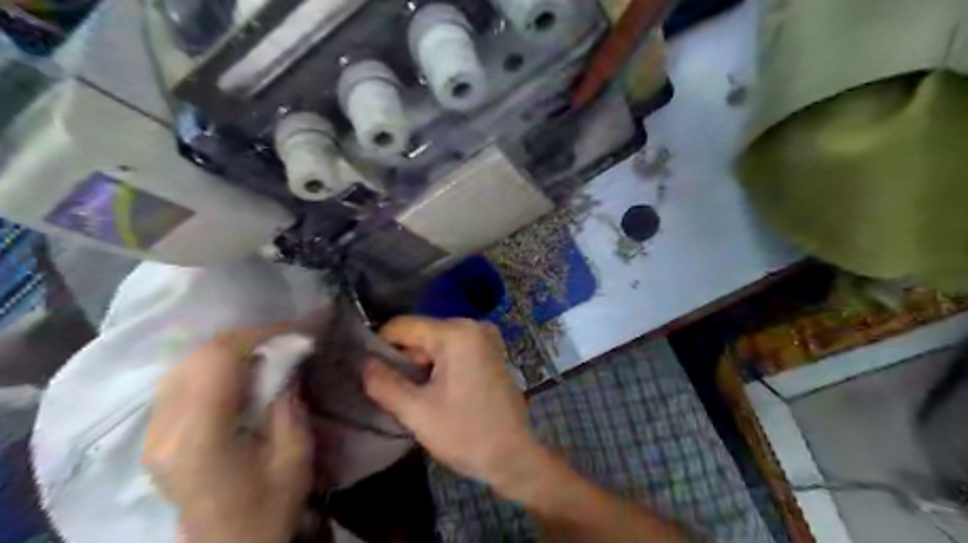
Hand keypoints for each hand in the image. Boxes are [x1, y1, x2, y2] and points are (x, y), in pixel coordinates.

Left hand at [142, 326, 312, 541]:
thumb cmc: (268, 508)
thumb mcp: (294, 455)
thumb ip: (289, 403)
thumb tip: (287, 359)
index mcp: (200, 438)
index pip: (217, 361)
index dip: (258, 335)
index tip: (296, 330)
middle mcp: (164, 430)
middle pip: (197, 357)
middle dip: (247, 338)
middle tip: (285, 338)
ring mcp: (152, 433)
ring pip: (185, 363)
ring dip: (229, 349)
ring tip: (267, 349)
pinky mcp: (155, 435)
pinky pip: (180, 380)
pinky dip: (213, 365)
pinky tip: (240, 370)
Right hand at [363, 315, 541, 494]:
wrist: (514, 456)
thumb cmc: (467, 434)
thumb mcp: (417, 412)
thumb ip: (384, 384)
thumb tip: (364, 363)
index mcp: (457, 333)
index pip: (402, 326)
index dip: (380, 348)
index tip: (372, 375)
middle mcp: (473, 326)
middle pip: (420, 335)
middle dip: (404, 361)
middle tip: (397, 393)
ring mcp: (485, 338)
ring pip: (435, 344)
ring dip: (421, 367)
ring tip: (417, 397)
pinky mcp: (490, 352)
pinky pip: (453, 351)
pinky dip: (439, 368)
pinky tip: (438, 393)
======
In the listing above, find the line holding "thumb ip: (289, 403)" and the line holding "ring mcp: (485, 338)", then output those two lines and every line between them exactly.

thumb ip: (289, 403)
thumb tip: (287, 359)
index mcp: (200, 438)
index pip: (217, 361)
index dip: (258, 335)
index tip: (296, 330)
middle mcp: (164, 430)
middle pip: (197, 357)
middle dip: (247, 338)
middle tip: (285, 338)
ring mcp: (152, 433)
ring pip: (185, 363)
ring dip: (229, 349)
ring tip: (267, 349)
pinky mcp: (155, 435)
pinky pip: (180, 380)
pinky dip: (213, 365)
pinky tip: (240, 370)
Right hand at [363, 315, 541, 494]:
wrist: (514, 456)
thumb cmc: (467, 434)
thumb mcp: (417, 412)
thumb ip: (384, 384)
thumb tip: (364, 363)
index mcp: (457, 333)
index pip: (402, 326)
index dip: (380, 348)
index tip: (372, 375)
middle mcp: (473, 326)
middle pip: (420, 335)
middle dip: (404, 361)
middle tip: (397, 393)
ring mcp: (485, 338)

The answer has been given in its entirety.